──────── Data section

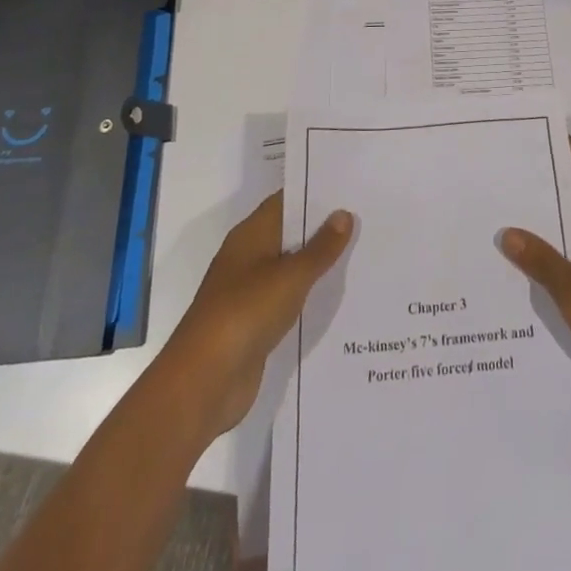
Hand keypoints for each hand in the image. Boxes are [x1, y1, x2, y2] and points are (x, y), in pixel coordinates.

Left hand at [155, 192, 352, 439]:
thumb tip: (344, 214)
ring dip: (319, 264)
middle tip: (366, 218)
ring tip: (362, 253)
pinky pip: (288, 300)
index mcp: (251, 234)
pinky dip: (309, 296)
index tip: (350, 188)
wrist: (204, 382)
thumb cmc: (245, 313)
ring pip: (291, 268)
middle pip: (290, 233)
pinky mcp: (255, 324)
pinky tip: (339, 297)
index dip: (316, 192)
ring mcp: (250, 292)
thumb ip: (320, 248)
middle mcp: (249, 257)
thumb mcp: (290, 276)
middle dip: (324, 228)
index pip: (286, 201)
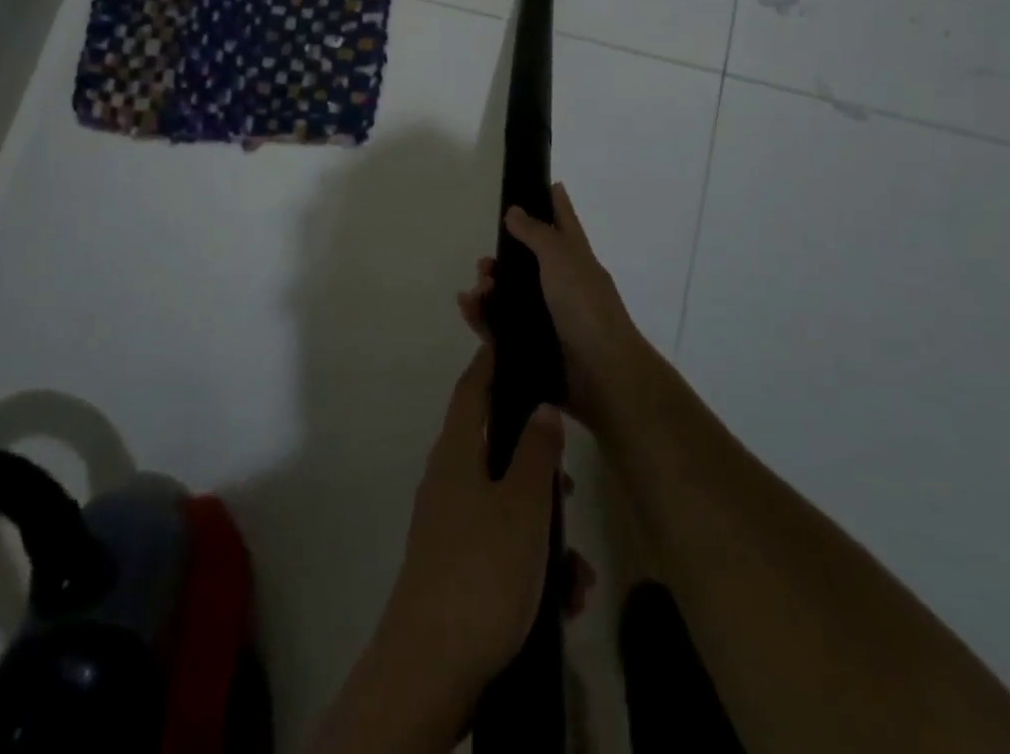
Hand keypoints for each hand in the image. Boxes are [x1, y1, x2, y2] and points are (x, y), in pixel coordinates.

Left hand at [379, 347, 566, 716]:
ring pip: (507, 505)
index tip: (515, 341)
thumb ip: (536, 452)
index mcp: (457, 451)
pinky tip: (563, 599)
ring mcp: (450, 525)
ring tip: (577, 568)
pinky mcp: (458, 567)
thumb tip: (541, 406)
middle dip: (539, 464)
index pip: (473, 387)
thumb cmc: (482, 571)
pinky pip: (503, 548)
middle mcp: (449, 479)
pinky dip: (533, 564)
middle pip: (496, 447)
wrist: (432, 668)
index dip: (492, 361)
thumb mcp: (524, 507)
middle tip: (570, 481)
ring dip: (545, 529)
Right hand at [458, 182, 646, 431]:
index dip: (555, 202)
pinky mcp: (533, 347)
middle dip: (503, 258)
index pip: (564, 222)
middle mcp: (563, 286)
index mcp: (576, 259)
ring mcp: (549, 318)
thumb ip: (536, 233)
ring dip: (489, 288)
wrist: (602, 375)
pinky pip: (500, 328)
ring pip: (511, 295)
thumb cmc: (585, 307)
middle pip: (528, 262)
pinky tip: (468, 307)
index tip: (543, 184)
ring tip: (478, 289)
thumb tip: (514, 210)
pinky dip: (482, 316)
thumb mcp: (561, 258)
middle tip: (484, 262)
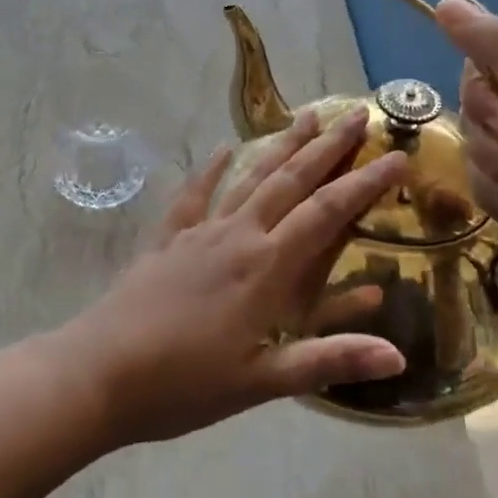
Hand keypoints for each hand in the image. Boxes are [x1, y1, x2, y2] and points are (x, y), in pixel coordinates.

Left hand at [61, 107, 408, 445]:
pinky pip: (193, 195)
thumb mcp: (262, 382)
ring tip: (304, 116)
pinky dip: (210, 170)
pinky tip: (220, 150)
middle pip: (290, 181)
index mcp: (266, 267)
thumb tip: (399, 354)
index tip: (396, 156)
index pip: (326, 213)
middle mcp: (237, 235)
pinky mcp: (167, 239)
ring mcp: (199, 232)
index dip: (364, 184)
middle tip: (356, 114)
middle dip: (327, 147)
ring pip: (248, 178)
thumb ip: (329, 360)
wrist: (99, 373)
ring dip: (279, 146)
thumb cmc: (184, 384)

────────────────

§ **Your instructions**
Every record above must be repeated exactly, with the pictures dropped.

§ **Answer section**
Hand keypoints for each hand in the image. Boxes are [x1, y1, x2, y2] and points are (x, y), in pixel coordinates.

Left hand at [155, 192, 352, 439]:
thumb tip: (344, 214)
ring dip: (319, 264)
middle tip: (366, 218)
ring tip: (362, 253)
pinky pip: (288, 300)
index mcp: (251, 234)
pinky dip: (309, 296)
index tip: (350, 188)
wrist: (204, 382)
thumb cmc: (245, 313)
ring pip: (291, 268)
middle pip: (290, 233)
pinky mcp: (255, 324)
pinky tip: (339, 297)
index dip: (316, 192)
ring mcp: (250, 292)
thumb ip: (320, 248)
middle mcp: (249, 257)
thumb mcp: (290, 276)
middle dip: (324, 228)
index pip: (286, 201)
Hand keypoints for each hand in the image. Boxes are [x1, y1, x2, y2] and points are (x, y), in pixel coordinates.

Left hand at [379, 347, 566, 716]:
ring pip: (507, 505)
index tip: (515, 341)
thumb ip: (536, 452)
index mcp: (457, 451)
pinky tip: (563, 599)
ring mcp: (450, 525)
ring tip: (577, 568)
pinky mcp: (458, 567)
thumb tip: (541, 406)
middle dip: (539, 464)
index pip: (473, 387)
thumb cmc: (482, 571)
pinky pip: (503, 548)
middle mcp: (449, 479)
pinky dip: (533, 564)
middle pip: (496, 447)
wrist: (432, 668)
index dip: (492, 361)
thumb mcp: (524, 507)
middle tip: (570, 481)
ring dip: (545, 529)
Right hand at [458, 182, 646, 431]:
index dip: (555, 202)
pinky mcp: (533, 347)
middle dip: (503, 258)
index pip: (564, 222)
middle mcp: (563, 286)
index mcp: (576, 259)
ring mcp: (549, 318)
thumb ip: (536, 233)
ring dip: (489, 288)
wrist: (602, 375)
pinky pip: (500, 328)
ring pip: (511, 295)
thumb cmc: (585, 307)
middle pip: (528, 262)
pinky tip: (468, 307)
index tip: (543, 184)
ring tip: (478, 289)
thumb tip: (514, 210)
pinky dip: (482, 316)
thumb mcp: (561, 258)
middle tip: (484, 262)
Hand keypoints for each hand in the image. Boxes are [x1, y1, x2, y2] and points are (x, y), in pixel coordinates.

Left hand at [61, 107, 408, 445]:
pinky pip: (193, 195)
thumb mcp: (262, 382)
ring tip: (304, 116)
pinky dip: (210, 170)
pinky tip: (220, 150)
middle pip: (290, 181)
index mcp: (266, 267)
thumb tip: (399, 354)
index tip: (396, 156)
index pip: (326, 213)
middle mcp: (237, 235)
pinky mcp: (167, 239)
ring mcp: (199, 232)
index dip: (364, 184)
middle tip: (356, 114)
middle dip: (327, 147)
ring pip: (248, 178)
thumb ip: (329, 360)
wrist: (99, 373)
ring dip: (279, 146)
thumb cmc: (184, 384)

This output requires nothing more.